Stored items:
+---+

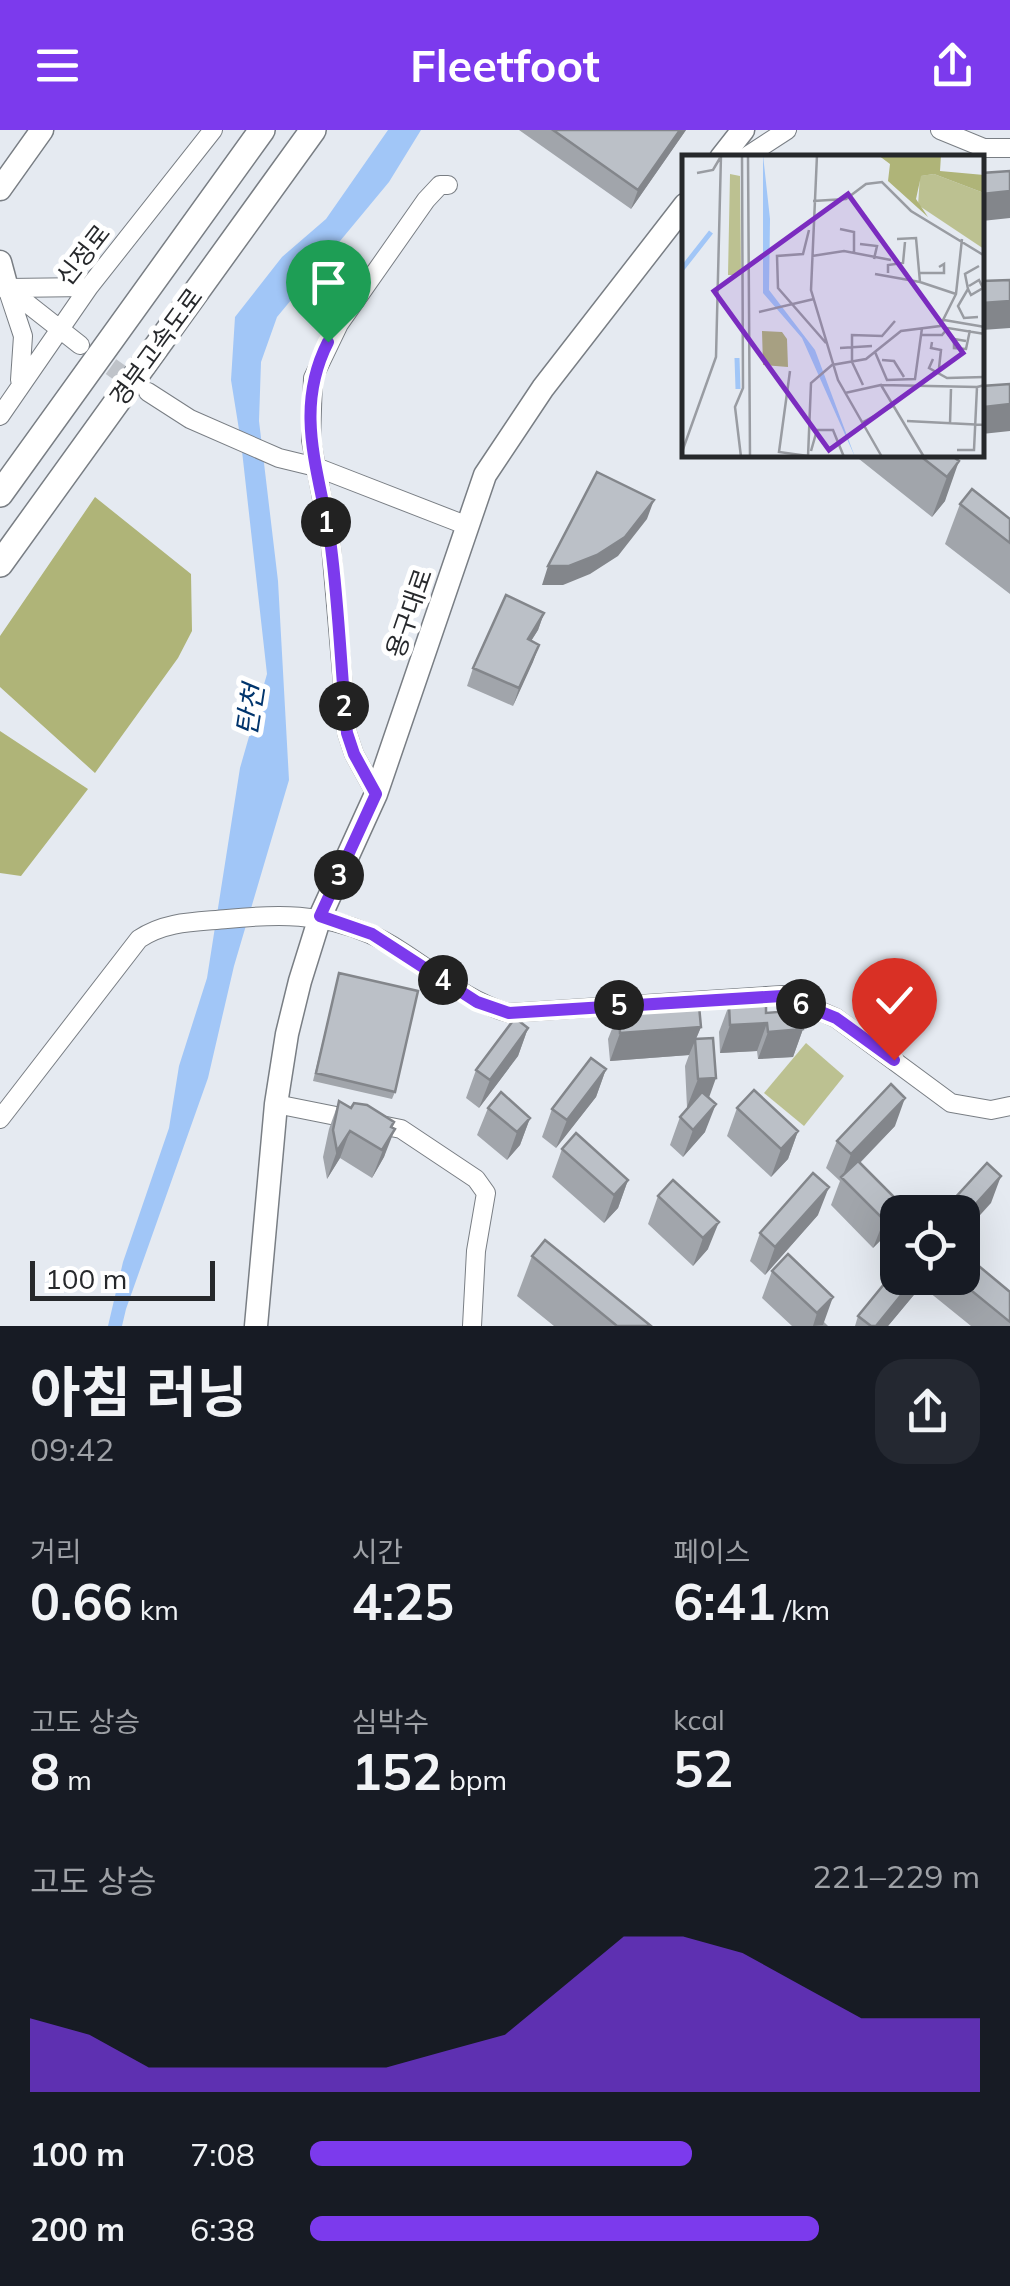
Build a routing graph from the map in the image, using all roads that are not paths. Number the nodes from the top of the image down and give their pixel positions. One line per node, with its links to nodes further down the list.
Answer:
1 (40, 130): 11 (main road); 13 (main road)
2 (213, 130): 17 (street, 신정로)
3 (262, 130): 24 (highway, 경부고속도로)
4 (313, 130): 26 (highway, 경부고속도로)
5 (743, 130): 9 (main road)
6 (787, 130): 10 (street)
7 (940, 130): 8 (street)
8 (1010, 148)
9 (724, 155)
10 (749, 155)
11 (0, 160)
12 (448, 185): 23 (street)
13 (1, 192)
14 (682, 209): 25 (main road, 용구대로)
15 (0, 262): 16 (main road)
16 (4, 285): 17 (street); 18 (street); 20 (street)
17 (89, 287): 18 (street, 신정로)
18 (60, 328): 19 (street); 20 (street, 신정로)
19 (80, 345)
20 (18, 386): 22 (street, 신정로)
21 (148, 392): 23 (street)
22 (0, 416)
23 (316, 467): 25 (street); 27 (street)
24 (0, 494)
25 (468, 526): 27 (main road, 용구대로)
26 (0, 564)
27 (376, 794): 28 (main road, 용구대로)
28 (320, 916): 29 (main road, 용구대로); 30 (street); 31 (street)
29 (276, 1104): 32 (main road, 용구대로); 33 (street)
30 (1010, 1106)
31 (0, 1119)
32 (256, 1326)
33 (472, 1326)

+---+

Activity: Copy out the data above exactly, except the pictures.

Exercise output:
Build a routing graph from the map in the image, using all roads that are not paths. Number the nodes from the top of the image down and give their pixel positions. One line per node, with its links to nodes further down the list.
Answer:
1 (40, 130): 11 (main road); 13 (main road)
2 (213, 130): 17 (street, 신정로)
3 (262, 130): 24 (highway, 경부고속도로)
4 (313, 130): 26 (highway, 경부고속도로)
5 (743, 130): 9 (main road)
6 (787, 130): 10 (street)
7 (940, 130): 8 (street)
8 (1010, 148)
9 (724, 155)
10 (749, 155)
11 (0, 160)
12 (448, 185): 23 (street)
13 (1, 192)
14 (682, 209): 25 (main road, 용구대로)
15 (0, 262): 16 (main road)
16 (4, 285): 17 (street); 18 (street); 20 (street)
17 (89, 287): 18 (street, 신정로)
18 (60, 328): 19 (street); 20 (street, 신정로)
19 (80, 345)
20 (18, 386): 22 (street, 신정로)
21 (148, 392): 23 (street)
22 (0, 416)
23 (316, 467): 25 (street); 27 (street)
24 (0, 494)
25 (468, 526): 27 (main road, 용구대로)
26 (0, 564)
27 (376, 794): 28 (main road, 용구대로)
28 (320, 916): 29 (main road, 용구대로); 30 (street); 31 (street)
29 (276, 1104): 32 (main road, 용구대로); 33 (street)
30 (1010, 1106)
31 (0, 1119)
32 (256, 1326)
33 (472, 1326)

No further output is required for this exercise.